Dont buy from nuclear testing facilities.

Dont buy from area 54. Little green men may recognize car & do a driveby on it.

P.$.- Ak. = Alaska
Ar.= Arkansas
BIG shipping difference.



SamuelB said:


> If so, how was the experience?
> Any problems?
> Any hidden problems with the car?


I like the bullet proof cropdusters & surplus Blackhawk helicopters.


----------



## BikingBob (May 29, 2018)

It's good that you can view them in person too. As mentioned above avoid some fleet vehicles because you know workers aren't treating the car nicely; it's not their car.

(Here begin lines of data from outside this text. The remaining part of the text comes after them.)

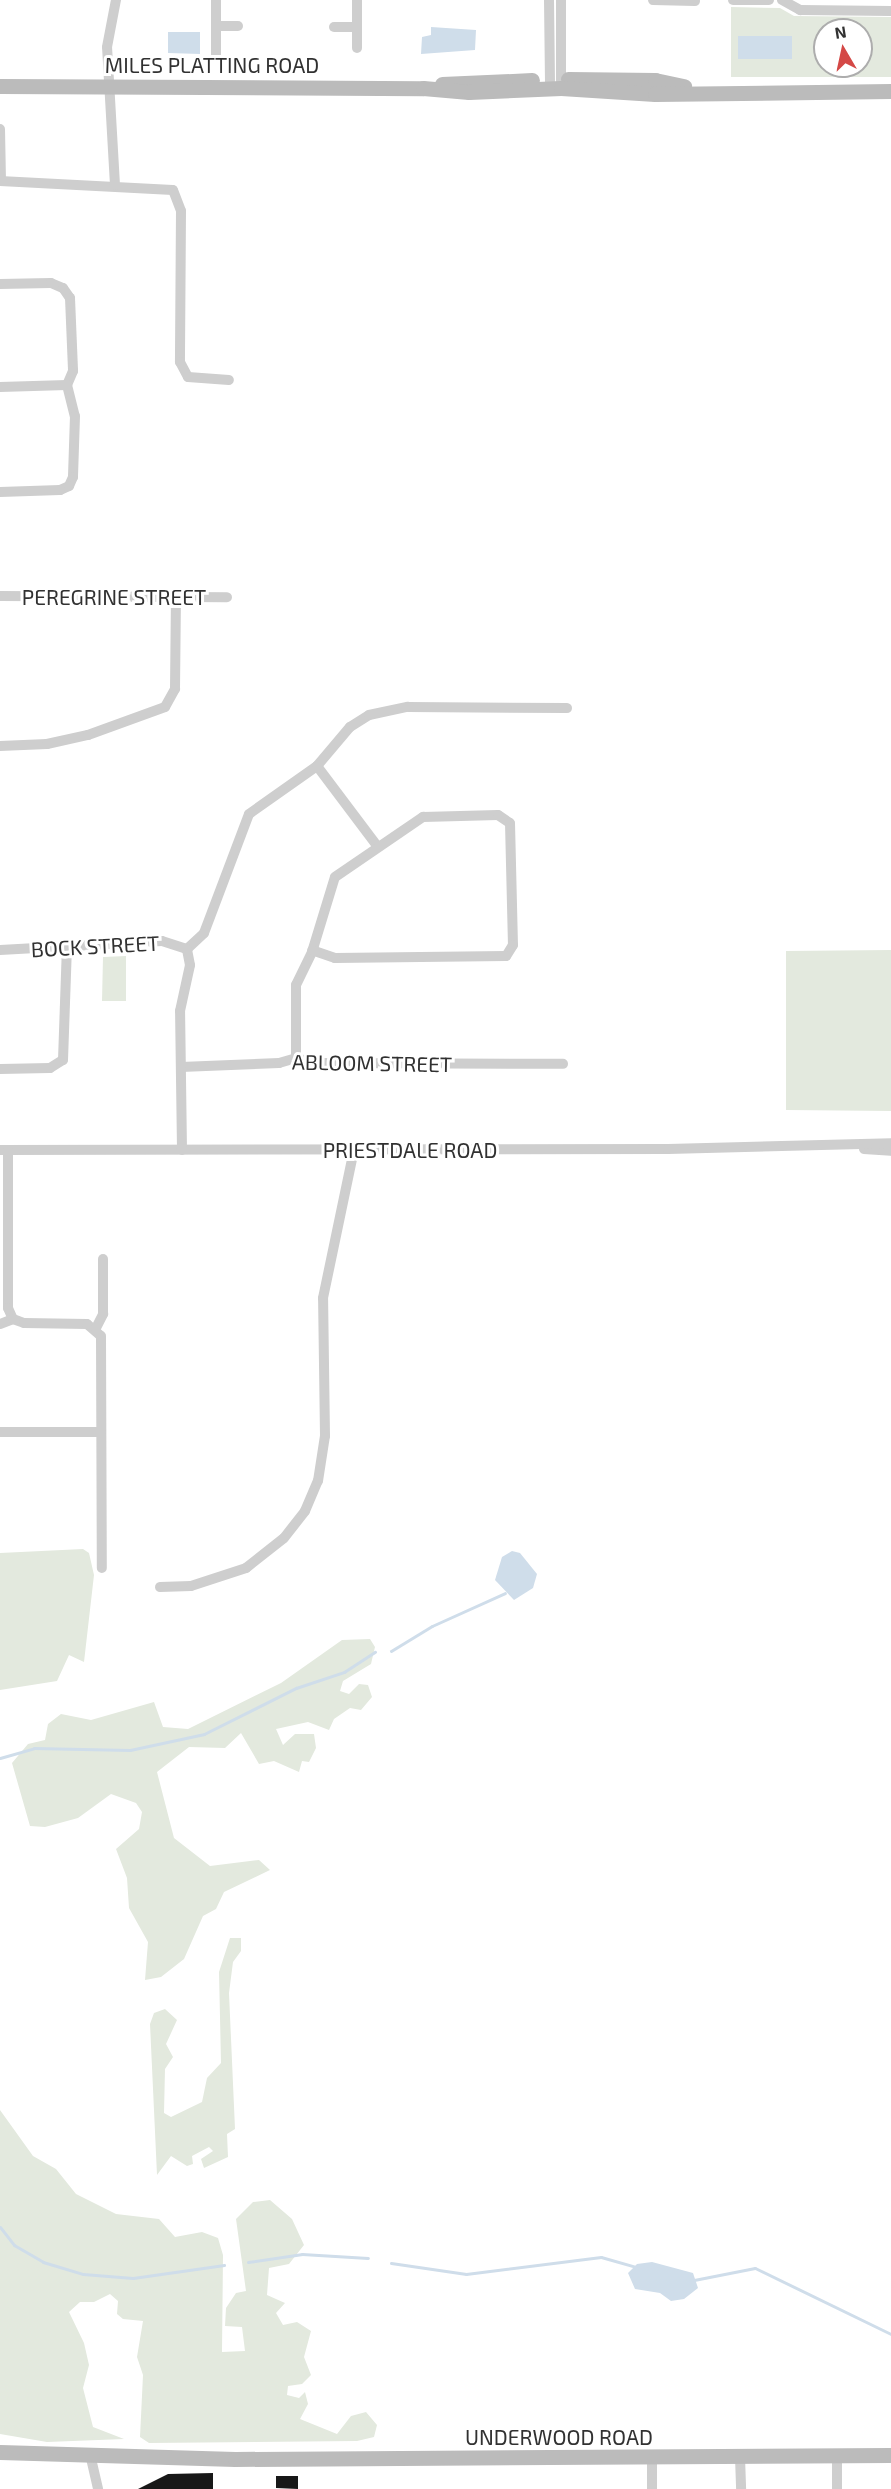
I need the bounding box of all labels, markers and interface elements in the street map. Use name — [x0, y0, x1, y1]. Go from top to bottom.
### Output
north arrow — [813, 18, 873, 78]
text: N — [833, 21, 848, 42]
street label: MILES PLATTING ROAD — [105, 52, 319, 78]
street label: PEREGRINE STREET — [22, 584, 206, 610]
street label: BOCK STREET — [30, 930, 160, 962]
street label: ABLOOM STREET — [292, 1049, 452, 1077]
street label: PRIESTDALE ROAD — [323, 1137, 497, 1163]
street label: UNDERWOOD ROAD — [465, 2424, 653, 2450]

For me, I bought what I assume to be a drug dealers truck. It wasn't a fleet vehicle and stuck out like a sore thumb. It was slightly older but I knew the previous owner babied it. Spray in bed liner, a few upgrades to the interior of the car, a sound system (doesn't matter to me). But look for abuse and think about who drove it.


----------



## tohunt4me (Nov 23, 2015)

I like the padded soundproof vans for surveillance.
19,000 miles.
Its actually Amazing how MANY are for sale.
Got a Lot of watchers out there.


----------



## SamuelB (Aug 29, 2018)

fumbl3 said:


> TBH I'm still kind of torn between the two. The prius is winning me over on sheer number of folks saying 300k+ is pretty much expected. The prius that I drove as a loaner 5 years or so ago seemed good, but the doors and other things didn't seems as solidly built as I'd like to see, and the cabin was really awkward. I know ford has its issues, but I've owned Ford, dad owned Ford, and we've been extremely lucky to not have the transmission problems and other stuff people report having... (we did stay away from first year models, and watched for recalls, good maint that sort of thing)
> 
> The Fusion is bigger or seems so anyway, and this guy's blog had a pretty good write up on it. therideshowguy dot com Blogger got one from ford to test rideshare with test with, good article and comment discussion on there.
> 
> But, now I'm reading all sorts of great stuff about Prius, and may have to overcome my dislike of its aesthetics because I'd love to have a low maint 45 mpg car that'll almost certainly good till 300k or more. I am also hesitant because they are a few thousand or more for the same model year etc.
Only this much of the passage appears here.